*** Block opens ***

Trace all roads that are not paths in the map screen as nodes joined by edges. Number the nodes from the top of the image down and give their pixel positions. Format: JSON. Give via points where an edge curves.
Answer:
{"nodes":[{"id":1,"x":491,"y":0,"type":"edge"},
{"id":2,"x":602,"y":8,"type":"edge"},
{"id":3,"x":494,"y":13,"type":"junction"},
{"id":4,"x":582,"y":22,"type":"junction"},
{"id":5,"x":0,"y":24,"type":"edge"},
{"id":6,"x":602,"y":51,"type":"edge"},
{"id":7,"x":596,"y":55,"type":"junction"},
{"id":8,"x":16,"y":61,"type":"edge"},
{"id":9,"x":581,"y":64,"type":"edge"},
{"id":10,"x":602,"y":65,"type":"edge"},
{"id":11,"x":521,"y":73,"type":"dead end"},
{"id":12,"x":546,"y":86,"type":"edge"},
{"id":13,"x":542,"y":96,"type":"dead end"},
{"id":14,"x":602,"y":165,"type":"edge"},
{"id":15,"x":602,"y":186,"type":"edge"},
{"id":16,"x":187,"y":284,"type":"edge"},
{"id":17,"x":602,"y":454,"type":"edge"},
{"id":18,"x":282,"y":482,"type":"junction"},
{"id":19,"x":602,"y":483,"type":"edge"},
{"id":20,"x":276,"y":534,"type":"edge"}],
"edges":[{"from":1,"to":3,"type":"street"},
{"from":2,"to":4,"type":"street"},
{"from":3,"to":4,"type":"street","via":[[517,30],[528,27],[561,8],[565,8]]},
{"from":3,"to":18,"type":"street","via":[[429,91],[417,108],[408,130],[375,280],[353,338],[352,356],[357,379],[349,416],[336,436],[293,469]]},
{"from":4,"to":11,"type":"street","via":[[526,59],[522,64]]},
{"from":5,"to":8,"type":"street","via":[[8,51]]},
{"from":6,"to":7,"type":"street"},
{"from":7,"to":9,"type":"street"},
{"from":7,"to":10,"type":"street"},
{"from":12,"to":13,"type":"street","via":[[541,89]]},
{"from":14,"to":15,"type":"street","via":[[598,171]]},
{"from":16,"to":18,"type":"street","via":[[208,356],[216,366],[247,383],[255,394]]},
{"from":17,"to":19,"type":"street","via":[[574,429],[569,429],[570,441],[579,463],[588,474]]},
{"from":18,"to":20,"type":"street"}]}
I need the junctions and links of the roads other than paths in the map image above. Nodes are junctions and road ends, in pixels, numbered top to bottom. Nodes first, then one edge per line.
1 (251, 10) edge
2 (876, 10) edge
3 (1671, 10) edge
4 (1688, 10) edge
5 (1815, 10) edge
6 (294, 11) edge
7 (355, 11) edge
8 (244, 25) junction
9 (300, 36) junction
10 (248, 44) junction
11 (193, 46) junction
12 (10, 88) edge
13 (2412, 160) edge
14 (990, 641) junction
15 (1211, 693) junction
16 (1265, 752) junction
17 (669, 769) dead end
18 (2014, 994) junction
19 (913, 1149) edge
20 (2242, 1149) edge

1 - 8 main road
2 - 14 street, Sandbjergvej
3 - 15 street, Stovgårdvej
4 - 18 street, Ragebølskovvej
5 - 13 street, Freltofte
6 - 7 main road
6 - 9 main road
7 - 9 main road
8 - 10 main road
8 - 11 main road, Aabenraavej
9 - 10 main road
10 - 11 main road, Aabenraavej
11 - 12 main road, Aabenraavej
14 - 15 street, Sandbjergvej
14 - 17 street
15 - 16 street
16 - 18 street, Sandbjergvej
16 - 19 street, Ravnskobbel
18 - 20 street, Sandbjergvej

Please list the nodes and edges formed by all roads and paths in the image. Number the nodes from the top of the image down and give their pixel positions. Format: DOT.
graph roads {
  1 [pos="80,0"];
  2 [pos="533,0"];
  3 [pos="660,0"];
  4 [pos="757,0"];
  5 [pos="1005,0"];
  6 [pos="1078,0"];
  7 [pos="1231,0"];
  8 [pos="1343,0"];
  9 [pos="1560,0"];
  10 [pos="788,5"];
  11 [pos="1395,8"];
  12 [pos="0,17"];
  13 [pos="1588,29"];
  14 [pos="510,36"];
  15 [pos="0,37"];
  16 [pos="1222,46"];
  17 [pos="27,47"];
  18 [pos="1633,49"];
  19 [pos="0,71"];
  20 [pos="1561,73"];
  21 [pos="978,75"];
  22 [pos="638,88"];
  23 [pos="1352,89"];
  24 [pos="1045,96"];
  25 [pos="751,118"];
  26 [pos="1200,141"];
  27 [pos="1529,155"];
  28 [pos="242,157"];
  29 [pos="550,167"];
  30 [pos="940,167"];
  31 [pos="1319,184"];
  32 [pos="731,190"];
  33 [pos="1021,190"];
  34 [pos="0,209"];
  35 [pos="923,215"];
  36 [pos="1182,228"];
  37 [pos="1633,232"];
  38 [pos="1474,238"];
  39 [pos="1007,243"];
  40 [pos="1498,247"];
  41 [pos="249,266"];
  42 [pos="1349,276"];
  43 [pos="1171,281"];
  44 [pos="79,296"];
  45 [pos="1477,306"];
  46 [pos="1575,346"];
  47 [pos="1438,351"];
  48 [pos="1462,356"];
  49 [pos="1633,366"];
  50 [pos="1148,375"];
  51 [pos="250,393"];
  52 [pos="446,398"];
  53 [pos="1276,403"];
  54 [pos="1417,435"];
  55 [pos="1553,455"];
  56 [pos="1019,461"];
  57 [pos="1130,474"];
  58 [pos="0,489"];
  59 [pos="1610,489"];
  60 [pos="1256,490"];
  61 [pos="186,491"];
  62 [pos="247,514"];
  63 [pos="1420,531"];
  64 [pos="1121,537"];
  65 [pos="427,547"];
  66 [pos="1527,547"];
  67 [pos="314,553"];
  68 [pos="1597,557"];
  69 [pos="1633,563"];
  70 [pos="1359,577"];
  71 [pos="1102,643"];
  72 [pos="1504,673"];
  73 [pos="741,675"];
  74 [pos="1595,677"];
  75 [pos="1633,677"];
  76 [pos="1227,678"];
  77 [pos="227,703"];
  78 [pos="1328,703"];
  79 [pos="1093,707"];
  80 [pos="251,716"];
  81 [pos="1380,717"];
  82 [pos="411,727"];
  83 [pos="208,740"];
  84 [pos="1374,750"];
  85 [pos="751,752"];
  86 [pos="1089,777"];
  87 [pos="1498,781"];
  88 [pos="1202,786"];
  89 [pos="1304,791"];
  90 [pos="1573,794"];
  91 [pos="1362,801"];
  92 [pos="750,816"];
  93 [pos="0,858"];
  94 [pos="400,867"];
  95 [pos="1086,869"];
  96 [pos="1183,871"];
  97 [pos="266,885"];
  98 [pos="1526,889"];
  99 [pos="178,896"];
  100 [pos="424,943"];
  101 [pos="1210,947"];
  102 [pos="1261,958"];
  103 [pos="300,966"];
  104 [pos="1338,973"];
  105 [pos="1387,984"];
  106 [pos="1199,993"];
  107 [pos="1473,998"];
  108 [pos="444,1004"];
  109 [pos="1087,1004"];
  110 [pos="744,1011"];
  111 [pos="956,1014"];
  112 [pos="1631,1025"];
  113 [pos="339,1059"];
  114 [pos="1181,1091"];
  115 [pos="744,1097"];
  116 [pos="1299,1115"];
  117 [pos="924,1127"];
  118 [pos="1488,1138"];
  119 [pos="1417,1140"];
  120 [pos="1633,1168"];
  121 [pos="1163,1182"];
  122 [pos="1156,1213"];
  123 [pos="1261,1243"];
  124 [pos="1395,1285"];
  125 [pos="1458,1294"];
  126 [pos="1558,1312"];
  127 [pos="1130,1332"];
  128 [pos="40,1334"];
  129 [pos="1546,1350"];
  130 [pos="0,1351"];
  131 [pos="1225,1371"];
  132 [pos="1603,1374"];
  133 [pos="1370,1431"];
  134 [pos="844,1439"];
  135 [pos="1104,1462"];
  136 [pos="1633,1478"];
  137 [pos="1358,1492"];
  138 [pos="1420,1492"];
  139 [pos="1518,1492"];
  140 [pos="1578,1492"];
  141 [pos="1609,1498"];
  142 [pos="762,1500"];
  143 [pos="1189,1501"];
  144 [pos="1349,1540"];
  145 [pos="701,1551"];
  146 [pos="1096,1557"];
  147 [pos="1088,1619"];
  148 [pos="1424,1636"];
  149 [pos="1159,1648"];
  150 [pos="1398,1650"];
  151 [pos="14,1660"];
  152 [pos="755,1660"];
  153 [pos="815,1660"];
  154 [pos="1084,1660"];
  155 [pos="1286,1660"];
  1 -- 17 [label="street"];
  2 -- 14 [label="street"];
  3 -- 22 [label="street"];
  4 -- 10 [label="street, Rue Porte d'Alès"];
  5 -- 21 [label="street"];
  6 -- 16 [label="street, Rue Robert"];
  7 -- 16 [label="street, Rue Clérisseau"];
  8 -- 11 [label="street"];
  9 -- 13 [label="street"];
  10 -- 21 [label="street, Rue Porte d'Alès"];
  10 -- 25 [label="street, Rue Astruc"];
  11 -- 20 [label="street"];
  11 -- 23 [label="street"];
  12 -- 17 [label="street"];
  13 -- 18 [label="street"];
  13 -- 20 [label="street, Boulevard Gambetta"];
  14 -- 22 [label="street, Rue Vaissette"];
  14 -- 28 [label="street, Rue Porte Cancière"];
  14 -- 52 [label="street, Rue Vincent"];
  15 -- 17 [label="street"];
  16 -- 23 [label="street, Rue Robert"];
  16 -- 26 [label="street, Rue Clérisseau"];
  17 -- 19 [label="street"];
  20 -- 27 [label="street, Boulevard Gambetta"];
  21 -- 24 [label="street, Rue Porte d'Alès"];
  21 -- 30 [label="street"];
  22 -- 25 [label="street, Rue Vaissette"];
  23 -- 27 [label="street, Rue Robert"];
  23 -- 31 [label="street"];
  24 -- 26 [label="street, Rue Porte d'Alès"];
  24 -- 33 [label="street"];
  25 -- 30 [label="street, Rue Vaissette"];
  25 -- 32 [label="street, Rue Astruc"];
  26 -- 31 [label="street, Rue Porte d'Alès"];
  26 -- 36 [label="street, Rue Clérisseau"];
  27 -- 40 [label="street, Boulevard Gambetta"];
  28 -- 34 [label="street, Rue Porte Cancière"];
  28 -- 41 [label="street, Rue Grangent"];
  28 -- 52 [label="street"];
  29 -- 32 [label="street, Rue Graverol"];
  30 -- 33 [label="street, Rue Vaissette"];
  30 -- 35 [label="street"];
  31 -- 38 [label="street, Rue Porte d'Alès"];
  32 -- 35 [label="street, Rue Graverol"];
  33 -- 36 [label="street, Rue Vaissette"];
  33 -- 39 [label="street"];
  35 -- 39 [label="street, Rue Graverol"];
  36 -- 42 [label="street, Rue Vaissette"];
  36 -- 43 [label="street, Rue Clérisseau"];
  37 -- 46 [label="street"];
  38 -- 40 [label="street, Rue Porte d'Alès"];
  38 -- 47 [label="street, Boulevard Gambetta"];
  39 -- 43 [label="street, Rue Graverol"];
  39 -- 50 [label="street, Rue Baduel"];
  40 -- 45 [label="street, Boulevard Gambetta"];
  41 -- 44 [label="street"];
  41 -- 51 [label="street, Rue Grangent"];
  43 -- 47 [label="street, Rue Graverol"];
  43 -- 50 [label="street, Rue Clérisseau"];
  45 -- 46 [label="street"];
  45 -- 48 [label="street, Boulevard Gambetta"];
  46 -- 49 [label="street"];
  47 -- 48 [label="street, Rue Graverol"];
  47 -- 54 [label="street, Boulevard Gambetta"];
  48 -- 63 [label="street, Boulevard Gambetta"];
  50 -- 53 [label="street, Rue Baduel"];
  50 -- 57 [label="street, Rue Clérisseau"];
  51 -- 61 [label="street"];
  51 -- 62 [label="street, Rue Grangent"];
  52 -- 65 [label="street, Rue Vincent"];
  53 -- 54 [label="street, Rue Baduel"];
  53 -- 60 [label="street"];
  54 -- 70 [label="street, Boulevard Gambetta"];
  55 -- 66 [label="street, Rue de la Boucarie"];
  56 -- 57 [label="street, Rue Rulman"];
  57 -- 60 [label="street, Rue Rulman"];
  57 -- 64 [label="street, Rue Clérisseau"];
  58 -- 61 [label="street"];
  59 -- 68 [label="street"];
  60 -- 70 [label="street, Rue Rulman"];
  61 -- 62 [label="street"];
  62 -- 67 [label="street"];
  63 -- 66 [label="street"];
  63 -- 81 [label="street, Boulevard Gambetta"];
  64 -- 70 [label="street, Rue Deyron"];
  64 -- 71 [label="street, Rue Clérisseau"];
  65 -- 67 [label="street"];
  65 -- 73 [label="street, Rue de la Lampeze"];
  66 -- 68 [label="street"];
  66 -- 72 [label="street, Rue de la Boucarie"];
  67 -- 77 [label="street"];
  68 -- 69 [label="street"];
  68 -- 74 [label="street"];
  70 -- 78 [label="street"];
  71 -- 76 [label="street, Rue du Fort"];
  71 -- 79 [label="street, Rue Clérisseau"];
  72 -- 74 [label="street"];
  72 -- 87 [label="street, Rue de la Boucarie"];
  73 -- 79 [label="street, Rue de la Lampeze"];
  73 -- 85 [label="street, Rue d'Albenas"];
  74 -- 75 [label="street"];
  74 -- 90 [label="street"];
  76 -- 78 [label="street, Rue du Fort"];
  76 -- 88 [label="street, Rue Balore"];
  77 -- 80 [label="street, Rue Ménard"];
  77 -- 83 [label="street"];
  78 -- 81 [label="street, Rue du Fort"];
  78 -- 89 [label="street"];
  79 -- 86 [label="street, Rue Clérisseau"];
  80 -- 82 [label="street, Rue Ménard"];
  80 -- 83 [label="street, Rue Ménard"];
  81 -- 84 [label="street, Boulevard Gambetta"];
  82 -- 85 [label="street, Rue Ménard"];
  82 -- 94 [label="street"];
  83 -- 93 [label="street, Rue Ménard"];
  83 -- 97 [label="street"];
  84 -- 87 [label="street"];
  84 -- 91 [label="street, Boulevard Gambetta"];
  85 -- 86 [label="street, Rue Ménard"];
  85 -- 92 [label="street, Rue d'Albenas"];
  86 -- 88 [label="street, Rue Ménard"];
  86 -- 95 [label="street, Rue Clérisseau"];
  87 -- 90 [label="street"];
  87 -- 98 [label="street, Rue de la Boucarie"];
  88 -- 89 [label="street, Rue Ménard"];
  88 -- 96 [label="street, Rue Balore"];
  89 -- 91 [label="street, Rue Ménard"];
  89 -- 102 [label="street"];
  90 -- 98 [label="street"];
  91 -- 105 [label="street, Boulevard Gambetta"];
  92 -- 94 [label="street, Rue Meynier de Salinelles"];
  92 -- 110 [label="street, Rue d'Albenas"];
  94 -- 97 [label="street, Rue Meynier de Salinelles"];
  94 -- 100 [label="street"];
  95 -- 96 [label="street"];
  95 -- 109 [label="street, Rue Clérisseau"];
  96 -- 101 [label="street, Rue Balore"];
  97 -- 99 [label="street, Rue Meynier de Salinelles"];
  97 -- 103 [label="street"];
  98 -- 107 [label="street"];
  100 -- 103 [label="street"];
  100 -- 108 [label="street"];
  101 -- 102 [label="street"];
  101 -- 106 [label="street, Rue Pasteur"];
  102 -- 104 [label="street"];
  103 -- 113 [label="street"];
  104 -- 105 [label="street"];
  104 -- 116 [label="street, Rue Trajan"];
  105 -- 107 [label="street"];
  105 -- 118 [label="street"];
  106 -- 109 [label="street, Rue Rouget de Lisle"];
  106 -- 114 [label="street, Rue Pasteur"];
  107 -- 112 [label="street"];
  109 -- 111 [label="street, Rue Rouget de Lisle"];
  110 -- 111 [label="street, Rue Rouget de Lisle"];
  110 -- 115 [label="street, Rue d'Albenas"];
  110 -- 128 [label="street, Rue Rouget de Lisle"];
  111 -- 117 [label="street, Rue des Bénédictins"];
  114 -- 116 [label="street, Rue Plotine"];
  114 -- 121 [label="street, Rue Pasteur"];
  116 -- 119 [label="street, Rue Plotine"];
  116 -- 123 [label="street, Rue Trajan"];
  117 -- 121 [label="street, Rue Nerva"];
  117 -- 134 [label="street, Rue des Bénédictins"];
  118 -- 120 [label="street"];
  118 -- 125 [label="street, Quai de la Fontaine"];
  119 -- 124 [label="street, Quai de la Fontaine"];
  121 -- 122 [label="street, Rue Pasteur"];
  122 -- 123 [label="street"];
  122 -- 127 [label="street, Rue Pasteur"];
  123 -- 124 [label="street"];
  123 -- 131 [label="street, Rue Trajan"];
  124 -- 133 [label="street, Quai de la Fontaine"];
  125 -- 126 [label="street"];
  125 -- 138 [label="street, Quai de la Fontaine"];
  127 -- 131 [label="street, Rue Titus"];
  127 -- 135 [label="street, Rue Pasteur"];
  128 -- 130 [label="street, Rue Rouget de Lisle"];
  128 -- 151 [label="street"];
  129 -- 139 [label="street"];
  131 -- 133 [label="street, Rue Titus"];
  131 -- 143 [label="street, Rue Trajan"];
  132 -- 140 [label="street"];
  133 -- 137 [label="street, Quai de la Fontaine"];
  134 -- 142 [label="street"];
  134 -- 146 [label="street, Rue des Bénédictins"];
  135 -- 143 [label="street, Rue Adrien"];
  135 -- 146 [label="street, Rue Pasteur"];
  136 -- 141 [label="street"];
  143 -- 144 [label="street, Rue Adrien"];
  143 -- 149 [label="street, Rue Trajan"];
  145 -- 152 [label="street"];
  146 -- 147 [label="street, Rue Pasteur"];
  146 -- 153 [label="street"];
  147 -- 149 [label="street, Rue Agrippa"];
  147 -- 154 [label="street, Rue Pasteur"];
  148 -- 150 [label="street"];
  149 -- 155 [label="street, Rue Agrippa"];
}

*** Block closes ***

:: The task ::
How many lines of the material above contain the string "Quai"? Answer with the number only.

:: Answer box ::
5